I have an interface that is named Record
and another interface OrganizationRecord
that extends the first one as follows:
public interface OrganizationRecord extends Record { /// }
I have a function foo(Map<String, Map<String, List<? extends Record>>> records)
And I call it with a parameter of type Map<String, Map<String, List<OrganizationRecord>>>
as shown below:
Map<String, Map<String, List<OrganizationRecord>>> records = getRecords(); // A function I can't control which returns the map as the signature shows
foo(records);
I get the following message:
java: incompatible types: java.util.Map<java.lang.String,java.util.Map<java.lang.String,java.util.List<OrganizationRecord>>> cannot be converted to java.util.Map<java.lang.String,java.util.Map<java.lang.String,java.util.List<? extends Record>>>
What am I missing here?
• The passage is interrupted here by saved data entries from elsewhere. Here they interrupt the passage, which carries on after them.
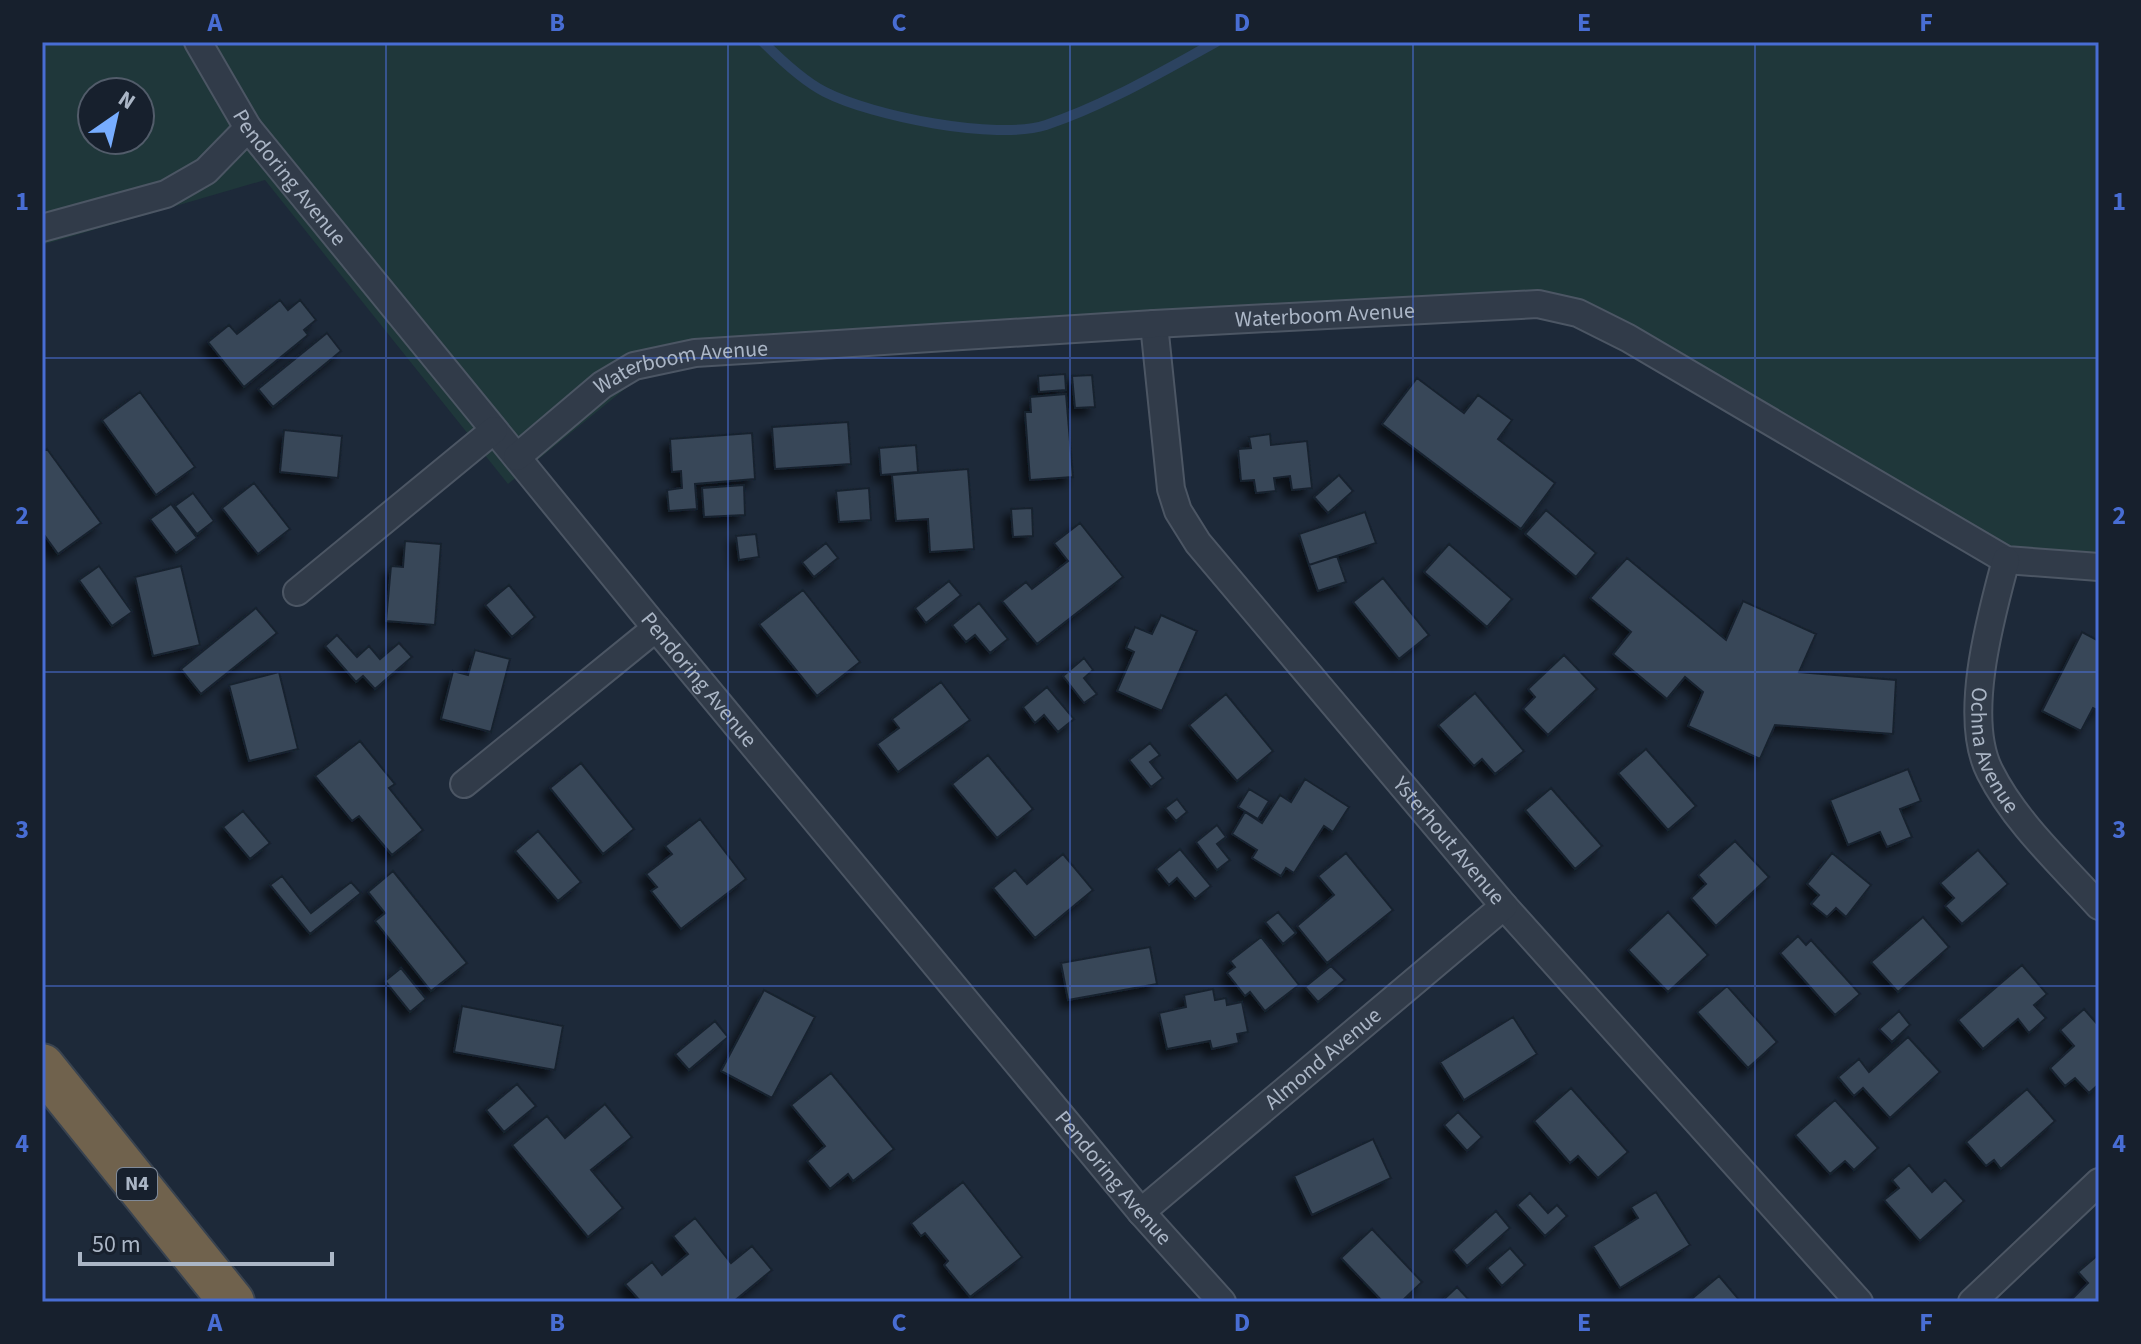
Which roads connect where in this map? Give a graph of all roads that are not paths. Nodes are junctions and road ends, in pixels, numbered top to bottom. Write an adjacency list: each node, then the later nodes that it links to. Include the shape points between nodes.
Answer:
1 (198, 42): 2 (street, Pendoring Avenue)
2 (248, 128): 3 (street, via 206,171 166,194); 5 (street, Pendoring Avenue)
3 (42, 228)
4 (1154, 324): 6 (street, Waterboom Avenue, via 671,357 634,366 602,385); 7 (street, Waterboom Avenue, via 1538,304 1578,313); 12 (street, Ysterhout Avenue, via 1169,476 1178,511 1216,565)
5 (494, 430): 6 (street, Pendoring Avenue); 9 (street)
6 (517, 457): 10 (street, Pendoring Avenue)
7 (2006, 560): 8 (street, Waterboom Avenue); 13 (street, Ochna Avenue, via 1980,684 1980,741 1989,772 2033,832)
8 (2099, 567)
9 (297, 592)
10 (656, 628): 11 (street); 16 (street, Pendoring Avenue)
11 (464, 784)
12 (1504, 906): 16 (street, Almond Avenue); 19 (street, Ysterhout Avenue)
13 (2099, 906)
14 (42, 1066): 17 (highway, N4)
15 (2099, 1182): 20 (street)
16 (1141, 1212): 18 (street, Pendoring Avenue)
17 (232, 1302)
18 (1222, 1302)
19 (1859, 1302)
20 (1972, 1302)

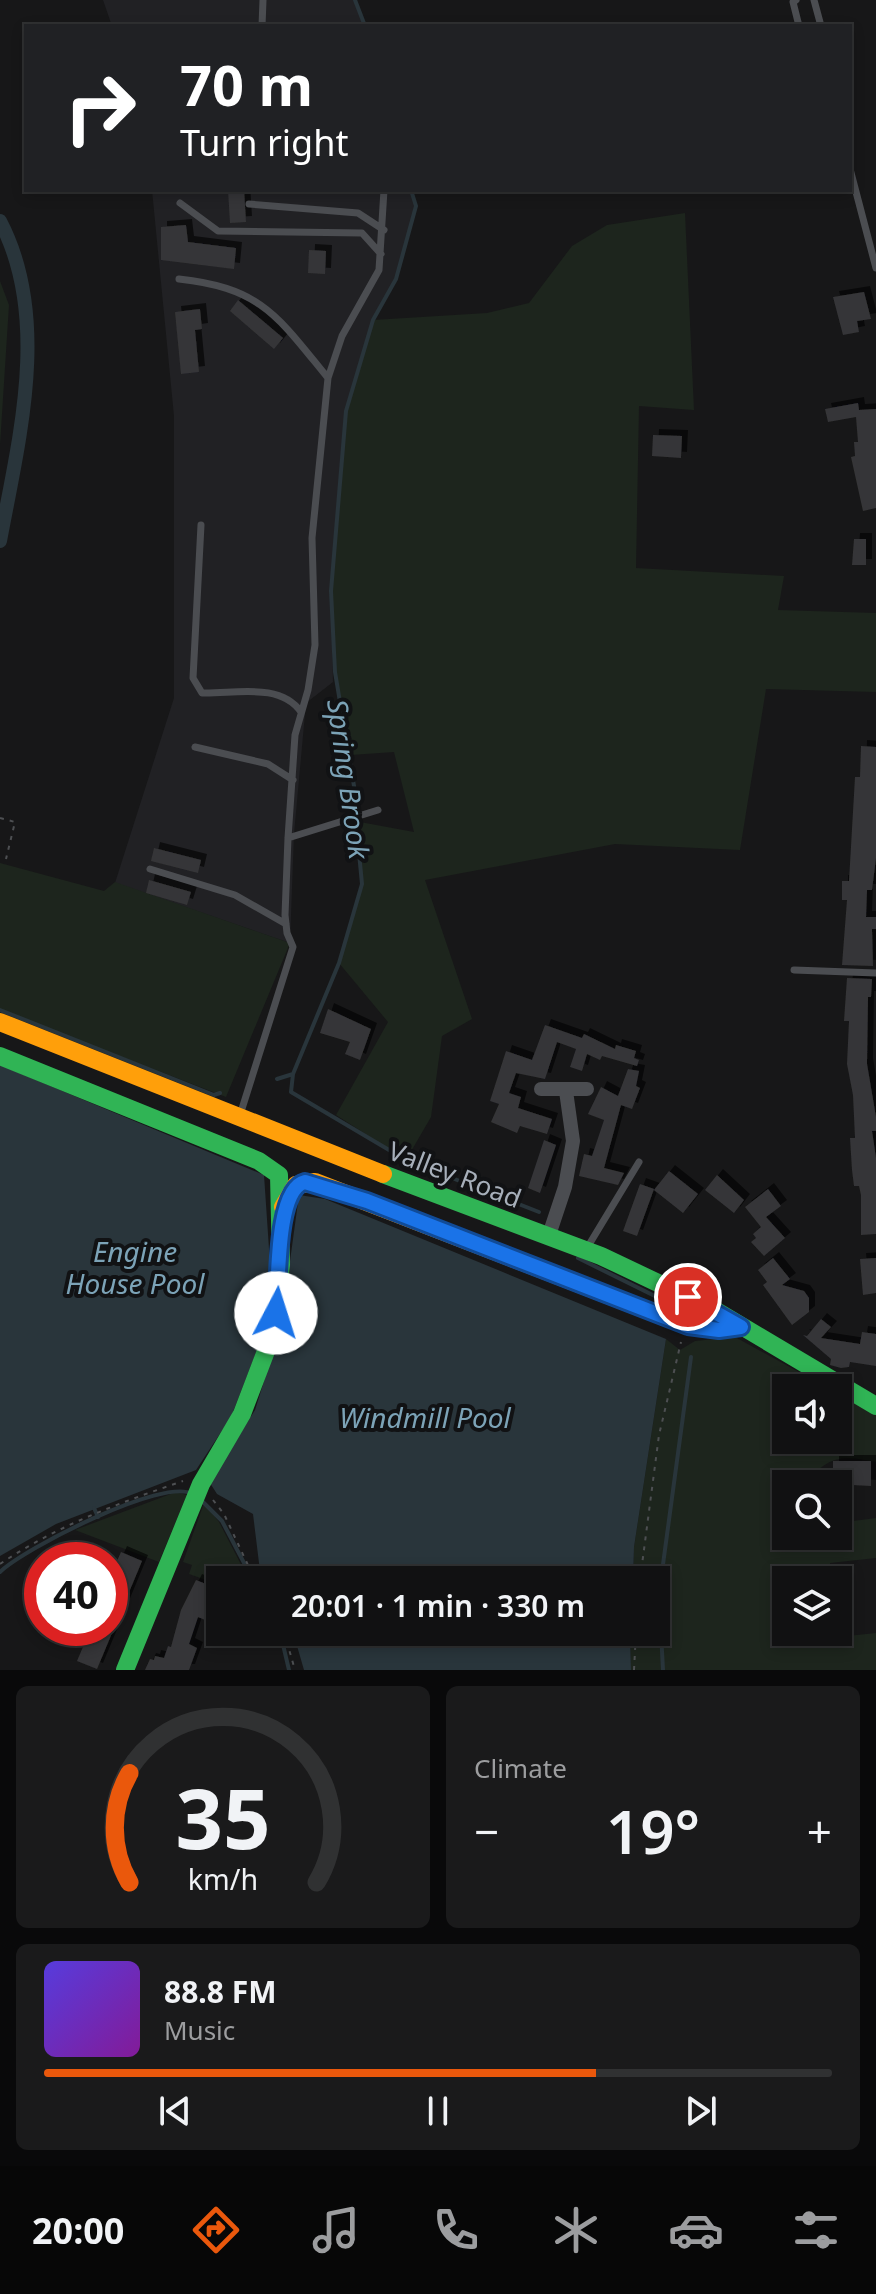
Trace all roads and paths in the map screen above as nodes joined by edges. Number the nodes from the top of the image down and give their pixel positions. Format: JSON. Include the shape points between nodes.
{"nodes":[{"id":1,"x":263,"y":0,"type":"edge"},
{"id":2,"x":796,"y":0,"type":"edge"},
{"id":3,"x":814,"y":0,"type":"edge"},
{"id":4,"x":262,"y":24,"type":"edge"},
{"id":5,"x":798,"y":24,"type":"edge"},
{"id":6,"x":820,"y":24,"type":"edge"},
{"id":7,"x":852,"y":177,"type":"edge"},
{"id":8,"x":384,"y":192,"type":"edge"},
{"id":9,"x":180,"y":203,"type":"dead end"},
{"id":10,"x":249,"y":204,"type":"dead end"},
{"id":11,"x":384,"y":230,"type":"junction"},
{"id":12,"x":381,"y":254,"type":"junction"},
{"id":13,"x":876,"y":268,"type":"edge"},
{"id":14,"x":179,"y":279,"type":"dead end"},
{"id":15,"x":328,"y":378,"type":"junction"},
{"id":16,"x":201,"y":525,"type":"dead end"},
{"id":17,"x":301,"y":712,"type":"junction"},
{"id":18,"x":195,"y":747,"type":"dead end"},
{"id":19,"x":293,"y":780,"type":"junction"},
{"id":20,"x":378,"y":810,"type":"dead end"},
{"id":21,"x":0,"y":818,"type":"edge"},
{"id":22,"x":288,"y":838,"type":"junction"},
{"id":23,"x":6,"y":859,"type":"dead end"},
{"id":24,"x":150,"y":869,"type":"dead end"},
{"id":25,"x":286,"y":924,"type":"junction"},
{"id":26,"x":794,"y":970,"type":"dead end"},
{"id":27,"x":876,"y":973,"type":"edge"},
{"id":28,"x":0,"y":1022,"type":"edge"},
{"id":29,"x":0,"y":1056,"type":"edge"},
{"id":30,"x":541,"y":1089,"type":"dead end"},
{"id":31,"x":587,"y":1089,"type":"dead end"},
{"id":32,"x":566,"y":1091,"type":"junction"},
{"id":33,"x":239,"y":1117,"type":"junction"},
{"id":34,"x":639,"y":1162,"type":"dead end"},
{"id":35,"x":283,"y":1207,"type":"junction"},
{"id":36,"x":549,"y":1235,"type":"junction"},
{"id":37,"x":586,"y":1250,"type":"junction"},
{"id":38,"x":688,"y":1326,"type":"junction"},
{"id":39,"x":741,"y":1327,"type":"junction"},
{"id":40,"x":876,"y":1406,"type":"edge"},
{"id":41,"x":201,"y":1484,"type":"junction"},
{"id":42,"x":0,"y":1564,"type":"edge"},
{"id":43,"x":248,"y":1566,"type":"edge"},
{"id":44,"x":642,"y":1566,"type":"edge"},
{"id":45,"x":288,"y":1646,"type":"edge"},
{"id":46,"x":635,"y":1646,"type":"edge"},
{"id":47,"x":125,"y":1670,"type":"edge"},
{"id":48,"x":295,"y":1670,"type":"edge"},
{"id":49,"x":634,"y":1670,"type":"edge"}],
"edges":[{"from":1,"to":4,"type":"lane"},
{"from":2,"to":5,"type":"lane"},
{"from":3,"to":6,"type":"lane"},
{"from":7,"to":13,"type":"lane"},
{"from":8,"to":11,"type":"lane"},
{"from":9,"to":12,"type":"lane","via":[[218,231],[362,233]]},
{"from":10,"to":11,"type":"lane","via":[[358,213]]},
{"from":11,"to":12,"type":"lane"},
{"from":12,"to":15,"type":"lane","via":[[379,270],[342,336]]},
{"from":14,"to":15,"type":"lane","via":[[218,283],[244,293],[285,326]]},
{"from":15,"to":17,"type":"lane","via":[[312,538],[315,645]]},
{"from":16,"to":17,"type":"lane","via":[[193,678],[202,693],[269,691],[293,699]]},
{"from":17,"to":19,"type":"lane"},
{"from":18,"to":19,"type":"lane","via":[[268,764]]},
{"from":19,"to":22,"type":"lane"},
{"from":20,"to":22,"type":"lane"},
{"from":21,"to":23,"type":"path","via":[[15,822]]},
{"from":22,"to":25,"type":"lane"},
{"from":24,"to":25,"type":"lane","via":[[235,895]]},
{"from":25,"to":33,"type":"lane","via":[[293,947],[290,960]]},
{"from":26,"to":27,"type":"lane"},
{"from":28,"to":33,"type":"street","name":"Valley Road"},
{"from":29,"to":35,"type":"street","via":[[259,1161],[279,1175]]},
{"from":30,"to":32,"type":"street"},
{"from":31,"to":32,"type":"street"},
{"from":32,"to":36,"type":"street","via":[[573,1141]]},
{"from":33,"to":36,"type":"street","name":"Valley Road"},
{"from":34,"to":37,"type":"lane"},
{"from":35,"to":38,"type":"street","via":[[296,1185],[315,1182]]},
{"from":35,"to":41,"type":"street","via":[[271,1338],[242,1414]]},
{"from":36,"to":37,"type":"street","name":"Valley Road"},
{"from":37,"to":39,"type":"street","name":"Valley Road"},
{"from":38,"to":39,"type":"street"},
{"from":38,"to":44,"type":"path","via":[[659,1435]]},
{"from":39,"to":40,"type":"street","name":"Valley Road"},
{"from":41,"to":42,"type":"path","via":[[182,1481],[99,1512],[32,1542]]},
{"from":41,"to":43,"type":"path","via":[[224,1514]]},
{"from":41,"to":47,"type":"street"},
{"from":45,"to":48,"type":"path"},
{"from":46,"to":49,"type":"path"}]}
If OrganizationRecord
is defined as extends Record
- why wouldn't this invocation work?
I also tried changing the foo
signature to accept Map<String, ? extends Map<String, List<? extends Record>>>
because I thought the issue was happening as I may change the maps that are the values to the main keys, but this still doesn't work.
CodePudding user response:
I had to use foo(Map<String, ? extends Map<String, ? extends List<? extends Record>>> records)
- that's three ?
extends. If I omit any of them, I get a compiler error.